» **Assigned task**
Lines from the material below that hold the string "graph" are what is needed; copy each of them.
##### Data provided #####
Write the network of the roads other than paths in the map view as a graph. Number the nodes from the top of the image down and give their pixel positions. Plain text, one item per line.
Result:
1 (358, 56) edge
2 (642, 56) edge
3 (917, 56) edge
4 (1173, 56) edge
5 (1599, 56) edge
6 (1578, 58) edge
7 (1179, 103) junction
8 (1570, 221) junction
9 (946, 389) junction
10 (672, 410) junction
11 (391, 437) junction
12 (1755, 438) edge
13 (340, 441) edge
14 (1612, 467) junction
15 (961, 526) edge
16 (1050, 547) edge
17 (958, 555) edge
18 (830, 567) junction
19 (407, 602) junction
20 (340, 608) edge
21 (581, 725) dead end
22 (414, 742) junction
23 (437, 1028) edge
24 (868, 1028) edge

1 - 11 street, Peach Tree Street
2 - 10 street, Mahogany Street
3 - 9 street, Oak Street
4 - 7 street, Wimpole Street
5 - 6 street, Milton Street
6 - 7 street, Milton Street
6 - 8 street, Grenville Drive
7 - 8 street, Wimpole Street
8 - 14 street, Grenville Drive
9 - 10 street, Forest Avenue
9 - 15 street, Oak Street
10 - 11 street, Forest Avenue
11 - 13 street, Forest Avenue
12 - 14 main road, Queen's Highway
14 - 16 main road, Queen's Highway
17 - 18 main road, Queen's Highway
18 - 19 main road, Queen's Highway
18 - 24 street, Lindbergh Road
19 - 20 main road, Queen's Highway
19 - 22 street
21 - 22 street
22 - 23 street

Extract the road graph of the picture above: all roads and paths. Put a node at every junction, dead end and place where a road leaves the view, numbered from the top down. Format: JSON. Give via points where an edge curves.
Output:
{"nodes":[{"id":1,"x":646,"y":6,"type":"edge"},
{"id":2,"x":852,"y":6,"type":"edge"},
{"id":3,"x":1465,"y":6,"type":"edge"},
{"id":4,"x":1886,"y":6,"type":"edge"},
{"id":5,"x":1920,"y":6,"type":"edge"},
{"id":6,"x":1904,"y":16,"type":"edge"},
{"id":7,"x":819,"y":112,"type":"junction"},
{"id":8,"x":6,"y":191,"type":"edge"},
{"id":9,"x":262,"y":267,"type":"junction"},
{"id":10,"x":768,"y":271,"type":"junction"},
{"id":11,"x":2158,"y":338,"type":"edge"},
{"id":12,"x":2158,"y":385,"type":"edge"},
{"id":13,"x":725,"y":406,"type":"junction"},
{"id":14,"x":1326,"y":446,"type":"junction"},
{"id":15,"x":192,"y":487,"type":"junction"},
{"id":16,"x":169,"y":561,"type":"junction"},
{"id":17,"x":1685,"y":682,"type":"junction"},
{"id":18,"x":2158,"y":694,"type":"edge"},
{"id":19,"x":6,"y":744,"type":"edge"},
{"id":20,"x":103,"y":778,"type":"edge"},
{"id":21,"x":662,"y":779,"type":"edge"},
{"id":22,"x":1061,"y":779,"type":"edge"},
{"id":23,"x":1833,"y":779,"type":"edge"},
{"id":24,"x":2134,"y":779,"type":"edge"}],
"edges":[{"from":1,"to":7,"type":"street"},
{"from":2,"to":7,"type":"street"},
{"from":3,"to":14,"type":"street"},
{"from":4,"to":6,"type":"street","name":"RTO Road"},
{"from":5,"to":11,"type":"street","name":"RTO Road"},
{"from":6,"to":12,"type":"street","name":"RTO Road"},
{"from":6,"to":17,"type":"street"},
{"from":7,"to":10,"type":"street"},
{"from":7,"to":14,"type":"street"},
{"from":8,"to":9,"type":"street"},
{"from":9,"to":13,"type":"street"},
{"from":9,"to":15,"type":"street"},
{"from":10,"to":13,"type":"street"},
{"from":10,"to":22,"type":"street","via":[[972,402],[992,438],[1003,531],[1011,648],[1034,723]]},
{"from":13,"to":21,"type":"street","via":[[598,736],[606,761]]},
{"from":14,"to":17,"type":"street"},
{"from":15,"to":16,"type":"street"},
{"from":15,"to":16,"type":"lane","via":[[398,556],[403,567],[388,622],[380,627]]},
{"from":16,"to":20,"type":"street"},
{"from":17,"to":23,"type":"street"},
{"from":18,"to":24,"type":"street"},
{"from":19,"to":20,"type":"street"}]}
#####
##### Data provided #####
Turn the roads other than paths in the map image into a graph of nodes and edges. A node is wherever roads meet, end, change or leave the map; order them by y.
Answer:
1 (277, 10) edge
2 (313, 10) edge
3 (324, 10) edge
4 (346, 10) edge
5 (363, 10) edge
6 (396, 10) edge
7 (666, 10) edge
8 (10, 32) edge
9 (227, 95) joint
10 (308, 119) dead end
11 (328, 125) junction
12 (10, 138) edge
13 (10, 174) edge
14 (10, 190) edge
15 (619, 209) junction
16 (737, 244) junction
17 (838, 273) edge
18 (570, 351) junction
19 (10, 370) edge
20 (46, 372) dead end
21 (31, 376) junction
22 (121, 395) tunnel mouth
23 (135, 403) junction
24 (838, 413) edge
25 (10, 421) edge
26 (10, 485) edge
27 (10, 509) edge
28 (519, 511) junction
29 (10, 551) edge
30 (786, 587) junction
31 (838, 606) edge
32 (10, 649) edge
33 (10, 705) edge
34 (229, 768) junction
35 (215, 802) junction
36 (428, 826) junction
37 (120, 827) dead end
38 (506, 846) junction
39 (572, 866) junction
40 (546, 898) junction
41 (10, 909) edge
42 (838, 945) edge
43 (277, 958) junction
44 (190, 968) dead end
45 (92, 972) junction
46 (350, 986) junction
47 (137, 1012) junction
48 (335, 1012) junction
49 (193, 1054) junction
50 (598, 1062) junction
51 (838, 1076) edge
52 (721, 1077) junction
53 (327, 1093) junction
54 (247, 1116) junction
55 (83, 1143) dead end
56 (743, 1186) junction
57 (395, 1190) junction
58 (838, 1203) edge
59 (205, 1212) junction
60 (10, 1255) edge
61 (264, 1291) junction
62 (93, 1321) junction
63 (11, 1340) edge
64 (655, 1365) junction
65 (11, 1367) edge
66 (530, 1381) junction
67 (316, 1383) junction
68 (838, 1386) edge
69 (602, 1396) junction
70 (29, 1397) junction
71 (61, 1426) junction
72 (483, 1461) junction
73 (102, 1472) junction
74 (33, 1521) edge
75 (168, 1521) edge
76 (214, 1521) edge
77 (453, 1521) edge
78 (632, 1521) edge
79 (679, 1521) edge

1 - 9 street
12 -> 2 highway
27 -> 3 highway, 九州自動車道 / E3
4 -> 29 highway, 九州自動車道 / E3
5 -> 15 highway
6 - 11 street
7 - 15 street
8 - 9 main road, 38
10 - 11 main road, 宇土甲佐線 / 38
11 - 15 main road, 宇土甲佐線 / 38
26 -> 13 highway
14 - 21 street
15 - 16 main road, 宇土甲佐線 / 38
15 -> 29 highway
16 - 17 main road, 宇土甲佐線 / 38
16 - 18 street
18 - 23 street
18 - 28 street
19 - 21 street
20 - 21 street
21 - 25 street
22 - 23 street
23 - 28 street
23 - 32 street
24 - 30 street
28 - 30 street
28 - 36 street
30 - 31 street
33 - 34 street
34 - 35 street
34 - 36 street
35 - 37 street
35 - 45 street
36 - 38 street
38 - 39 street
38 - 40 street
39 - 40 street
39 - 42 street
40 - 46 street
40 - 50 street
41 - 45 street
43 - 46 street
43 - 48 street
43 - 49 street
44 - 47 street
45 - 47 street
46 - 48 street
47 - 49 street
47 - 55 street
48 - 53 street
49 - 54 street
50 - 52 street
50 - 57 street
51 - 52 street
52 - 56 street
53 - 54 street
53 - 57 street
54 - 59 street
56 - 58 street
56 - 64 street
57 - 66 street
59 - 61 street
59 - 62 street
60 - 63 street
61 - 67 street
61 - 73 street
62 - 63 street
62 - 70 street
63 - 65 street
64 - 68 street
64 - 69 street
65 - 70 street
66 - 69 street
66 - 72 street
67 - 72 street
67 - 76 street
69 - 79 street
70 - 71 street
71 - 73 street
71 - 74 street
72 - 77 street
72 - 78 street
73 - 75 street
#####
» **Exercise response**
Write the network of the roads other than paths in the map view as a graph. Number the nodes from the top of the image down and give their pixel positions. Plain text, one item per line.
Extract the road graph of the picture above: all roads and paths. Put a node at every junction, dead end and place where a road leaves the view, numbered from the top down. Format: JSON. Give via points where an edge curves.
Turn the roads other than paths in the map image into a graph of nodes and edges. A node is wherever roads meet, end, change or leave the map; order them by y.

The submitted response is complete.